Abby came over to play while mommy went to work, so we were having fun playing and doing toddler stuff when out of nowhere Abby asks me, “Is Owen black or white?” Which is funny because I didn’t even realize she knew the difference, but she is a pretty smart cookie so I just went with it and responded, “Owen is white honey.” I typically don’t refer to Caucasian and African America people using the color-wheel, but this is what kids understand, so white it was. Now I’m paranoid, if a toddler can tell that my son looks darker than us what are my neighbors thinking? Am I a real live Nancy Gribble? Do people whisper and assume that there was a “John Redcorn” in my life? I hope not, let’s just call this clearing the record.

Needless to say we had a fun morning and Emerie very much enjoyed Abby. I had to talk Emerie through many difficult sharing episodes but she managed to pull it off. One particular time while she and Abby were having a tea party I held up a little plastic pink cup and said, “Let’s have a toast”, she looked at me intently and said, “No mommy, it’s tea!” I asked her to smile with her cup for a picture, she stated there was no more tea, and said, “The tea party is over!” She pulled her things together and laid over them so we couldn’t enjoy anymore imaginary refreshments. That’s the last time I have a tea party with a toddler!

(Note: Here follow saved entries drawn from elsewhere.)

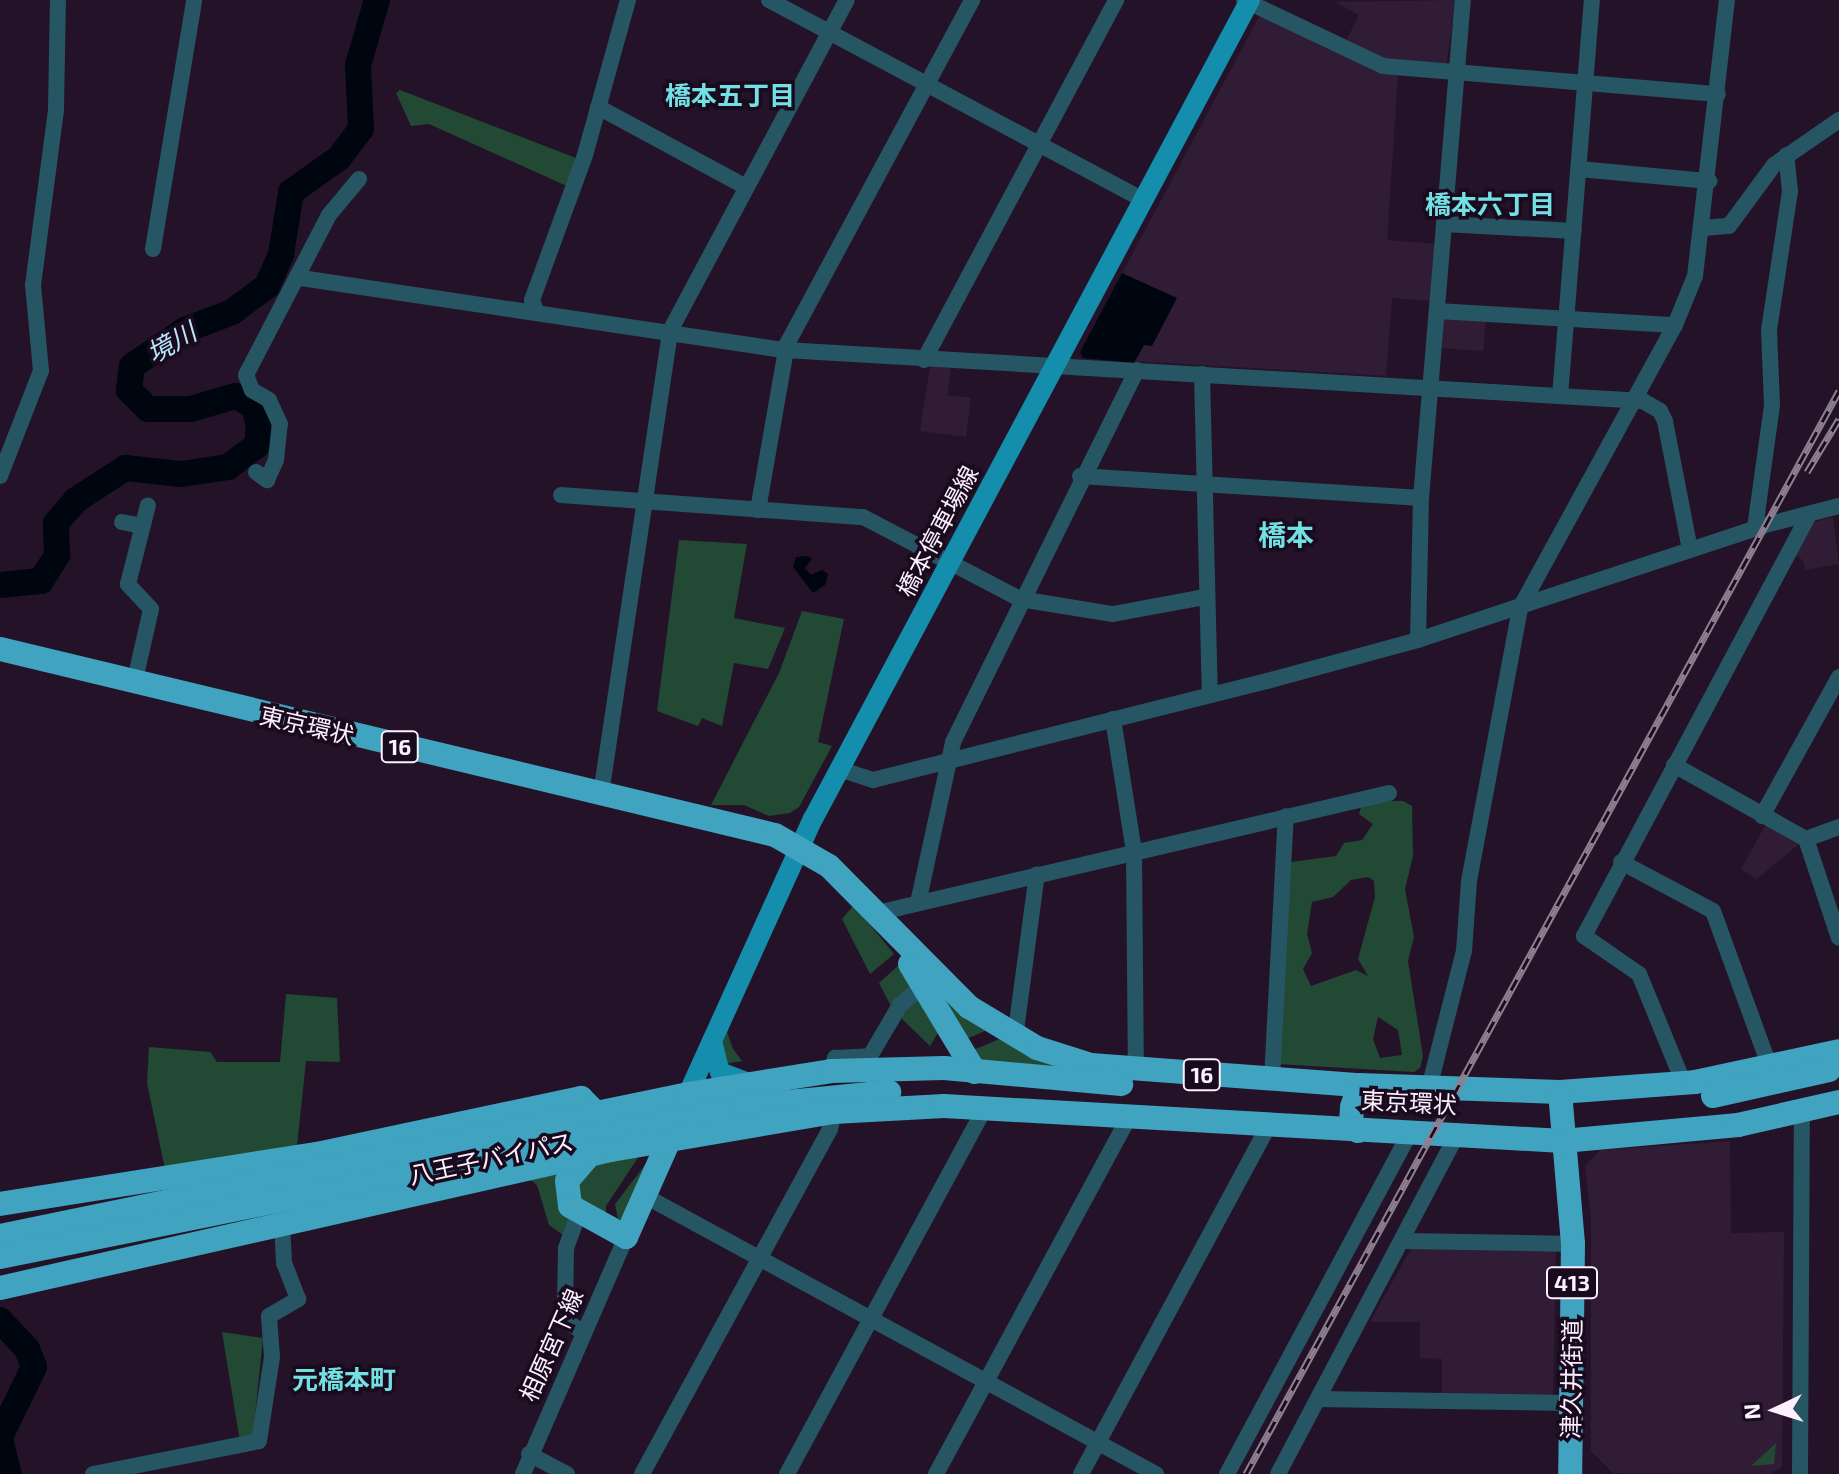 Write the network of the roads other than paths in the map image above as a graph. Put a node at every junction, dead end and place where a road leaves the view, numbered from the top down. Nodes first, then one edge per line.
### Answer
1 (58, 0) edge
2 (194, 0) edge
3 (628, 0) edge
4 (769, 0) edge
5 (847, 0) edge
6 (972, 0) edge
7 (1116, 0) edge
8 (1463, 0) edge
9 (1592, 0) edge
10 (1727, 0) edge
11 (1247, 1) edge
12 (829, 32) junction
13 (1457, 73) junction
14 (927, 84) junction
15 (1585, 84) junction
16 (1718, 94) junction
17 (598, 107) junction
18 (1839, 120) edge
19 (1039, 145) junction
20 (1786, 155) junction
21 (1579, 169) junction
22 (359, 179) dead end
23 (1709, 181) junction
24 (746, 187) junction
25 (1143, 200) junction
26 (1444, 224) junction
27 (1704, 228) junction
28 (1574, 231) junction
29 (153, 249) dead end
30 (301, 278) junction
31 (536, 311) junction
32 (1437, 311) junction
33 (1567, 318) junction
34 (1675, 325) junction
35 (670, 331) junction
36 (785, 350) junction
37 (924, 360) junction
38 (1055, 365) junction
39 (1137, 370) junction
40 (1202, 374) junction
41 (1431, 388) junction
42 (1560, 396) junction
43 (1634, 399) junction
44 (256, 472) dead end
45 (0, 476) edge
46 (1080, 476) junction
47 (1201, 484) junction
48 (561, 495) dead end
49 (1421, 498) junction
50 (645, 501) junction
51 (148, 505) dead end
52 (1839, 506) edge
53 (758, 510) junction
54 (1809, 514) junction
55 (122, 522) dead end
56 (142, 526) junction
57 (1755, 528) junction
58 (1690, 550) junction
59 (950, 563) junction
60 (1205, 597) junction
61 (1020, 599) junction
62 (1520, 608) junction
63 (1418, 640) junction
64 (0, 649) edge
65 (1839, 677) edge
66 (134, 684) junction
67 (1210, 695) junction
68 (1113, 719) junction
69 (946, 760) junction
70 (1674, 765) junction
71 (839, 769) junction
72 (1389, 793) dead end
73 (601, 794) junction
74 (1286, 816) junction
75 (1762, 816) junction
76 (1839, 827) edge
77 (1806, 839) junction
78 (800, 845) junction
79 (1134, 852) junction
80 (1621, 862) junction
81 (1037, 874) junction
82 (918, 903) junction
83 (881, 923) junction
84 (1839, 938) edge
85 (923, 986) junction
86 (713, 1037) junction
87 (1015, 1038) junction
88 (1839, 1051) edge
89 (1839, 1067) edge
90 (1770, 1068) junction
91 (831, 1071) junction
92 (1136, 1071) junction
93 (975, 1072) junction
94 (1272, 1079) junction
95 (749, 1083) junction
96 (1684, 1084) junction
97 (1359, 1085) junction
98 (1839, 1086) edge
99 (1429, 1088) junction
100 (1560, 1092) junction
101 (688, 1094) junction
102 (1166, 1096) junction
103 (984, 1102) junction
104 (1728, 1102) junction
105 (1839, 1102) edge
106 (834, 1112) junction
107 (1802, 1112) junction
108 (596, 1113) junction
109 (1129, 1117) junction
110 (1269, 1125) junction
111 (674, 1128) junction
112 (1358, 1131) junction
113 (1409, 1134) junction
114 (1456, 1137) junction
115 (1563, 1141) junction
116 (597, 1154) junction
117 (382, 1181) junction
118 (645, 1196) junction
119 (0, 1204) edge
120 (578, 1215) junction
121 (282, 1223) junction
122 (626, 1237) junction
123 (1, 1241) edge
124 (1405, 1241) junction
125 (1573, 1244) junction
126 (759, 1258) junction
127 (15, 1275) edge
128 (872, 1319) junction
129 (583, 1332) junction
130 (987, 1382) junction
131 (1318, 1399) junction
132 (1571, 1403) junction
133 (1098, 1443) junction
134 (529, 1454) junction
135 (565, 1473) edge
136 (93, 1474) edge
137 (523, 1474) edge
138 (642, 1474) edge
139 (787, 1474) edge
140 (936, 1474) edge
141 (1081, 1474) edge
142 (1156, 1474) edge
143 (1227, 1474) edge
144 (1278, 1474) edge
145 (1570, 1474) edge
146 (1800, 1474) edge

1 - 45 street
2 - 29 street
3 - 17 street
4 - 12 street
5 - 12 street
6 - 14 street
7 - 19 street
8 - 13 street
9 - 15 street
10 - 16 street
11 - 13 street
11 - 25 main road, 橋本停車場線
12 - 14 street
12 - 24 street
13 - 15 street
13 - 26 street
14 - 19 street
14 - 36 street
15 - 16 street
15 - 21 street
16 - 23 street
17 - 24 street
17 - 31 street
18 - 20 street
19 - 25 street
19 - 37 street
20 - 27 street
20 - 57 street
21 - 23 street
21 - 28 street
22 - 30 street
23 - 27 street
24 - 35 street
25 - 38 main road, 橋本停車場線
26 - 28 street
26 - 32 street
27 - 34 street
28 - 33 street
30 - 31 street
30 - 44 street
31 - 35 street
32 - 33 street
32 - 41 street
33 - 34 street
33 - 42 street
34 - 43 street
35 - 36 street
35 - 50 street
36 - 37 street
36 - 53 street
37 - 38 street
38 - 39 street
38 - 59 main road, 橋本停車場線
39 - 40 street
39 - 46 street
40 - 41 street
40 - 47 street
41 - 42 street
41 - 49 street
42 - 43 street
43 - 58 street
43 - 62 street
46 - 47 street
46 - 61 street
47 - 49 street
47 - 60 street
48 - 50 street
49 - 63 street
50 - 53 street
50 - 73 street
51 - 56 street
52 - 54 street
53 - 59 street
54 - 57 street
54 - 70 street
55 - 56 street
56 - 66 street
57 - 58 street
58 - 62 street
59 - 61 street
59 - 71 main road, 橋本停車場線
60 - 61 street
60 - 67 street
61 - 69 street
62 - 63 street
62 - 99 street
63 - 67 street
64 - 66 highway, 東京環状 / 16
65 - 75 street
66 - 73 highway, 東京環状 / 16
67 - 68 street
68 - 69 street
68 - 79 street
69 - 71 street
69 - 82 street
70 - 75 street
70 - 80 street
71 - 78 main road, 橋本停車場線
72 - 74 street
73 - 78 highway, 東京環状 / 16
74 - 79 street
74 - 94 street
75 - 77 street
76 - 77 street
77 - 84 street
78 - 83 highway, 16
78 - 86 main road, 橋本停車場線
79 - 81 street
79 - 92 street
80 - 90 street
80 - 96 street
81 - 82 street
81 - 87 street
82 - 83 street
83 - 85 highway, 16
83 - 87 highway, 16
85 - 91 street
85 - 93 highway, 16
86 - 95 main road
86 - 101 main road, 橋本停車場線
87 - 92 highway, 16
88 - 90 highway, 16
89 - 104 highway, 東京環状 / 16
90 - 96 highway, 16
91 - 93 highway, 八王子バイパス / 16
91 - 95 highway, 八王子バイパス / 16
92 - 94 highway, 16
93 - 102 highway, 東京環状 / 16
94 - 97 highway, 16
95 - 101 highway, 八王子バイパス / 16
96 - 100 highway, 16
97 - 99 highway, 16
97 - 112 highway
98 - 104 highway, 東京環状 / 16
99 - 100 highway, 16
100 - 115 highway, 津久井街道 / 413
101 - 108 highway, 八王子バイパス / 16
101 - 111 highway
102 - 103 highway, 東京環状 / 16
102 - 104 highway, 東京環状 / 16
103 - 106 highway, 16
103 - 109 highway, 16
103 - 111 highway, 八王子バイパス / 16
103 - 128 street
105 - 107 highway, 16
106 - 111 highway, 16
106 - 126 street
107 - 115 highway, 16
107 - 146 street
108 - 119 highway
108 - 123 highway, 八王子バイパス / 16
109 - 110 highway, 16
109 - 130 street
110 - 112 highway, 16
110 - 133 street
111 - 116 highway, 16
111 - 117 highway, 八王子バイパス / 16
111 - 118 highway
112 - 113 highway, 16
113 - 114 highway, 16
113 - 143 street
114 - 115 highway, 16
114 - 124 street
115 - 125 highway, 津久井街道 / 413
116 - 117 highway, 16
116 - 120 highway, 16
116 - 121 highway, 16
117 - 127 highway, 八王子バイパス / 16
118 - 122 highway
118 - 126 street
120 - 122 highway
120 - 129 street
121 - 127 highway, 16
121 - 136 street
122 - 129 street, 相原宮下線
123 - 127 highway, 八王子バイパス / 16
124 - 125 street
124 - 131 street
125 - 132 highway, 津久井街道 / 413
126 - 128 street
126 - 138 street
128 - 130 street
128 - 139 street
129 - 134 street, 相原宮下線
130 - 133 street
130 - 140 street
131 - 132 street
131 - 144 street
132 - 145 highway, 津久井街道 / 413
133 - 141 street
133 - 142 street
134 - 135 street
134 - 137 street, 相原宮下線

One last thing, the other night we went out for supper at “The Corner Cafe” in Liberty. Country food, really yummy, not very good for you but great nonetheless. The restaurant has lots of memorabilia on the walls, antiques etc. Well, there is this old Indian man carved out of wood. Owen keeps stretching out his arms to the life like figurine and Stephan casually tells me he is going to take Owen over there to see it. Next thing I know Stephan makes a beeline back over to me, has Owen in his arms and is laughing, I say, “What’s wrong?” to which he replies, “I took him over there and he started calling that thing Daddy”…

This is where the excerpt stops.